A Peter McKinnon video-based Viki about using notebooks to track creative work, memories, habits, time, and personal systems without copying someone else's process wholesale.
Tracking Your Life in a Notebook Is Really About Finding Your System
Peter McKinnon's notebook video starts with a familiar problem: every digital tool is available, but the work still needs one place to land. For him, that means calls, meetings, shot lists, gear lists, content schedules, creative ideas, and reminders all end up in a notebook because the goal is simple: make more videos, take more photos, and waste less energy managing the process.
The video works because it does not treat journaling as one perfect method. Peter compares Casey's archival notebooks, John's detailed tracking, and a typewritten snapshot system, then filters all of it through a practical question: what actually helps him create?
The Notebook Becomes the Command Center
00:01 - The Notebook Becomes the Command Center Peter opens by listing the digital tools he already has, then points to the notebook as the thing he still reaches for during meetings and planning. The gist is that a notebook is useful when it becomes the central operating surface for real work: to-do lists, shot lists, calls, gear, brand meetings, and the pieces that help him make more videos.
Casey Uses Notebooks as Archives
02:52 - Casey's Notebooks Work as Functional Archives Casey explains that he does not keep notebooks to be romantic in the moment; he keeps them because they are functional, and the romance arrives later when a full book becomes a dated archive. The gist is that notebooks can preserve context that apps often flatten, from phone numbers and studio notes to sketches, travel details, scraps, and the feeling of a specific period.
Journal Entries Can Become Stories
05:50 - Journal Entries Can Become Video Ideas Peter locks onto Casey's point that things once recorded in notebooks often become videos now. The gist is that a journal entry can be more than a private note; a feeling, conflict, lesson, or unresolved question can become the plot of a future piece of creative work.
Tracking Time Changes the Question
06:35 - Time Becomes the Real Constraint Casey's old travel notebooks and minute-by-minute records push the conversation from memory into time management. The gist is that Peter's real constraint is not ambition or interest; it is time, so any notebook system worth trying has to help him see where time goes and how to use it better.
John's System Makes Time Visible
09:30 - John Tracks Every Task Switch Peter visits John to understand a much more intense system: tracking every 15-minute task switch across work, driving, habits, late nights, and wasted time. The gist is that John's approach creates accountability by making invisible patterns visible, especially for someone who owns a company and does not have a traditional clock-in structure.

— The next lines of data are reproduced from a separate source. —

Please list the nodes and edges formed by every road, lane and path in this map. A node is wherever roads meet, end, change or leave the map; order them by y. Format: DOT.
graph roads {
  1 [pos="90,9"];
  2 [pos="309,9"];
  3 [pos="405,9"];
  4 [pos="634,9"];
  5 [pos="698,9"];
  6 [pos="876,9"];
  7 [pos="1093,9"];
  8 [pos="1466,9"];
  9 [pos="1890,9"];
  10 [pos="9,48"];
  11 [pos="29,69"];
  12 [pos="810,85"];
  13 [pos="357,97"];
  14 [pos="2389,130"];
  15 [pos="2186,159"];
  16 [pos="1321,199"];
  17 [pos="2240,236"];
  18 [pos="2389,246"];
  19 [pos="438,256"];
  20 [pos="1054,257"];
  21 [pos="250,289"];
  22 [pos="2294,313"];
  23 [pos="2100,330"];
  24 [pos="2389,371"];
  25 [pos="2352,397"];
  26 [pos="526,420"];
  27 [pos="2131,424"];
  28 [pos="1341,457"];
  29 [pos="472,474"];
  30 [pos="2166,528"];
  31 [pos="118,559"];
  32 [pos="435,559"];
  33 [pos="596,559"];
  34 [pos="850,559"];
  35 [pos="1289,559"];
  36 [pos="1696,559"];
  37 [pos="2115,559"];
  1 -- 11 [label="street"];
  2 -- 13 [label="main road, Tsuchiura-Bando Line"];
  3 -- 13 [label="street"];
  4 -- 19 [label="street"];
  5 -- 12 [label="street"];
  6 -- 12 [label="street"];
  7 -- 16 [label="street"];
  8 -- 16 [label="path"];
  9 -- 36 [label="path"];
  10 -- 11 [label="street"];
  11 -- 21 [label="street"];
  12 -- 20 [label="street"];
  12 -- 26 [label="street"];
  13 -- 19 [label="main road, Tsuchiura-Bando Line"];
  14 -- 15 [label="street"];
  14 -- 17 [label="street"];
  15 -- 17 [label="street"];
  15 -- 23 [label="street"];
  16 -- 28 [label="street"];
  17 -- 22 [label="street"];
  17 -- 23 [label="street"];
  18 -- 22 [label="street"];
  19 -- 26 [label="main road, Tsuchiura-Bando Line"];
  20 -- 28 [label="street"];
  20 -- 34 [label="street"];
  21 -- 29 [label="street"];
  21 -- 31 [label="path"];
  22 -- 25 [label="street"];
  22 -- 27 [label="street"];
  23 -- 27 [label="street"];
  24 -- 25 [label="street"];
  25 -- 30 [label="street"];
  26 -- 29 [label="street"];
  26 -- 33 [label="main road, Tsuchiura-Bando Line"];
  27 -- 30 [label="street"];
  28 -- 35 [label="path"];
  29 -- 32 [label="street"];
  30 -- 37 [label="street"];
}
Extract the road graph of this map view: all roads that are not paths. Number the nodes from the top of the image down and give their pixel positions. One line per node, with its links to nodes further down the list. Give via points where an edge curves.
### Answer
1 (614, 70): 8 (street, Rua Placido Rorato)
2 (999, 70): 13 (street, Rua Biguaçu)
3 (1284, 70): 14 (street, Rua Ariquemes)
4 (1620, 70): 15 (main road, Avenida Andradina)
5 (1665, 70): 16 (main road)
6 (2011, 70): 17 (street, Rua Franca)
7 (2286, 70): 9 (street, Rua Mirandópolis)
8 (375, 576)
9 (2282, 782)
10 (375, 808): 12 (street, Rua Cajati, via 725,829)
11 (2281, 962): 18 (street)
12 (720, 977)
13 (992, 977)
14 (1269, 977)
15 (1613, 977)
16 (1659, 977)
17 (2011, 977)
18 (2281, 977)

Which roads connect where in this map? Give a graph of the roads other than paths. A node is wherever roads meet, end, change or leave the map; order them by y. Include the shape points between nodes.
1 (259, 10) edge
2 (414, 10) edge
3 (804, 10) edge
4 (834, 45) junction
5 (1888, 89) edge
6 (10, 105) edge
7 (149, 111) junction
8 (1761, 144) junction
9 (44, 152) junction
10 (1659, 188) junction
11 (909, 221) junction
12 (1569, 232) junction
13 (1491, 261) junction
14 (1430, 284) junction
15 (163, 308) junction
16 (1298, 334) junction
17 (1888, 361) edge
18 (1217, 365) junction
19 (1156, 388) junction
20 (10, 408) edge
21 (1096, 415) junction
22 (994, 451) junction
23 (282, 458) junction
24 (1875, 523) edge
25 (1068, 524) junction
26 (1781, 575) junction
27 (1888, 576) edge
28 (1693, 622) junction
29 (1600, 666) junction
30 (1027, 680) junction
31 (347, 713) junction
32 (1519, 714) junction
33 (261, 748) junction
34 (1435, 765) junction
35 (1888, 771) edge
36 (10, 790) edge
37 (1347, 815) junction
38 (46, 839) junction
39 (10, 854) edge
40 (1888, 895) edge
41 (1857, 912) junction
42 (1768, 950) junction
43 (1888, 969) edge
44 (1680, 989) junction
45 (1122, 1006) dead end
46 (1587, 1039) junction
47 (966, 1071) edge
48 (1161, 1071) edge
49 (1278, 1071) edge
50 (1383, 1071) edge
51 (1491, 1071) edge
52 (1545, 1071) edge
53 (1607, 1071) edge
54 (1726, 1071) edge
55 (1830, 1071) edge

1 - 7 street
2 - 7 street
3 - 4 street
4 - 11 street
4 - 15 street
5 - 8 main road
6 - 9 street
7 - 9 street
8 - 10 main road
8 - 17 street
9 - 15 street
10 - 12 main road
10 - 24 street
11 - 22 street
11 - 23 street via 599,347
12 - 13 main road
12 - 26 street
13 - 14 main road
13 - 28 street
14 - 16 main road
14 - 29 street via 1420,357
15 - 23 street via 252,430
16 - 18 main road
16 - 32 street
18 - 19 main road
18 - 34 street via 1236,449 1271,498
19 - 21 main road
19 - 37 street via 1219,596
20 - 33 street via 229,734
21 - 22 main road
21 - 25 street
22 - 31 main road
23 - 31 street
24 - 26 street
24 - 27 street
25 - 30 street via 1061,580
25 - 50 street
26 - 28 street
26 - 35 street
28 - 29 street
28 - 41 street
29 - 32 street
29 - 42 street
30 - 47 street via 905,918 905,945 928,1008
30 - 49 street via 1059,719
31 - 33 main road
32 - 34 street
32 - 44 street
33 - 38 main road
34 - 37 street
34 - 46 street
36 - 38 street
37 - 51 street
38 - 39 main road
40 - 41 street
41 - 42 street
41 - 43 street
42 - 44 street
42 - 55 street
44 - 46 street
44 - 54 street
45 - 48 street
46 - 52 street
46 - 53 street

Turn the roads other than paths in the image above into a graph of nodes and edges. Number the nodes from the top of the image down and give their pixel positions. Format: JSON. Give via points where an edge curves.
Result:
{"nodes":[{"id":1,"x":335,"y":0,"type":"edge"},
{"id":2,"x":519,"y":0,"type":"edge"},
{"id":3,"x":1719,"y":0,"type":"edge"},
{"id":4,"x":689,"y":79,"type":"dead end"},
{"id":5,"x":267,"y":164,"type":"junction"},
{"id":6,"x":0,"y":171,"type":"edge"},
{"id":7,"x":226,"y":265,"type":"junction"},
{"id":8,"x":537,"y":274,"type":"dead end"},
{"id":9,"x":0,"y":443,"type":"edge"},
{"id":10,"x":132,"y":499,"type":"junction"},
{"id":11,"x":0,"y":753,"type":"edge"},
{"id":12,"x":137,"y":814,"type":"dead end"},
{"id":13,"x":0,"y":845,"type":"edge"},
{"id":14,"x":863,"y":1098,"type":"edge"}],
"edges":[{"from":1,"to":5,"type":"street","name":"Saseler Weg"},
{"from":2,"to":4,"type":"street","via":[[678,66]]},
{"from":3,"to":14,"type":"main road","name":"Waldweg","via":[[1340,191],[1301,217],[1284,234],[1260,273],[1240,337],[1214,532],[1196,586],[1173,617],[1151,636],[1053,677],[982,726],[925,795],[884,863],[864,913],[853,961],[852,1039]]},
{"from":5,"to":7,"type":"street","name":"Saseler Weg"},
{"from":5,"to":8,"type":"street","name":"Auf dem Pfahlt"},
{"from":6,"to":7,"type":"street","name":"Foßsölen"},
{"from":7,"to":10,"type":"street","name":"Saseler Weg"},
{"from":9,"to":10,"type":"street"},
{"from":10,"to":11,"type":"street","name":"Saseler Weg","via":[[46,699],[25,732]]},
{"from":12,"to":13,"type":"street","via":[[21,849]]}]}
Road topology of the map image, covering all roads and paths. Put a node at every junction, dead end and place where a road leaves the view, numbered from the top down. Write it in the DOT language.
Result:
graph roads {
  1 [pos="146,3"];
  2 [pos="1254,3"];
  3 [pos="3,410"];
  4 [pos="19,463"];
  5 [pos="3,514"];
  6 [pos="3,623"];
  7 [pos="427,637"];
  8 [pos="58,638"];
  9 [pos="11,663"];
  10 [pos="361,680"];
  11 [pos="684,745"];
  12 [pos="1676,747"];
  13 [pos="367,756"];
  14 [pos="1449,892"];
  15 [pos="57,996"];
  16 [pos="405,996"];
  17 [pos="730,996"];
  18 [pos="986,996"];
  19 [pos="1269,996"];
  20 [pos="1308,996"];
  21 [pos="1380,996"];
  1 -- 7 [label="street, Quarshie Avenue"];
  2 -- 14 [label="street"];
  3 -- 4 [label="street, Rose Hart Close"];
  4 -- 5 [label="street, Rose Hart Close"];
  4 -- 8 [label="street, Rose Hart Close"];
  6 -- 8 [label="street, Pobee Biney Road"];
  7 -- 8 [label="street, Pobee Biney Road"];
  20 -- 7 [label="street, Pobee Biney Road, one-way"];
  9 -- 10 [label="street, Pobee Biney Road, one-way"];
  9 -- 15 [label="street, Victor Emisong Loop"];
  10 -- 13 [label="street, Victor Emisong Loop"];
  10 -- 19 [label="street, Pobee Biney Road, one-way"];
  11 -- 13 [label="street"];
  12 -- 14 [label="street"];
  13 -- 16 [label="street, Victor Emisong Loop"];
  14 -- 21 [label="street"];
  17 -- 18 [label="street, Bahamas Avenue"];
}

Two Notebooks Split the Work
12:26 - The Two-Notebook System Separates Time and Habits John shows that his system is not just one giant log; one notebook tracks time, while another tracks sleep, workouts, cool things that happened, work areas, projects, and habits. The gist is that separating time tracking from habit and project tracking can make the notebook easier to read because each page has a job.
Peter Keeps What Actually Helps
14:40 - Peter Tests the System and Rejects the Excess After trying the 15-minute system, Peter decides it is interesting but too granular for his own life. The gist is that the best system is not the most detailed one; for him, tasks, ideas, feelings, workflow notes, people to call, and possible video ideas are more useful than recording every small block of the day.
Notebooks Can Be Slow on Purpose
16:09 - Typewritten Snapshots Show Another Kind of Notebook A typewritten notebook shows the opposite of maximum efficiency: entries typed out, taped in, paired with running logs, photos, family notes, and small mementos. The gist is that a notebook can be valuable because it is slow and tactile, especially when the goal is memory, texture, and attention rather than pure optimization.
The System Has to Fit You
18:24 - Build the System That Moves You Forward Peter closes by rejecting the idea that he needs to copy Casey or John exactly. The gist is that the useful notebook is the one that helps you move forward, sharpen, improve, and get to tomorrow with more clarity, whether that means detailed tracking, creative notes, scraps, lists, or a few lines on a sticky note.
Summary
The strongest idea in the video is that notebooks are not magic because they are analog. They work when they create a system you will actually use. Casey's notebooks preserve context, John's tracking exposes patterns, and Peter's version needs to feed creative output. The right notebook system is the one that turns attention into better work.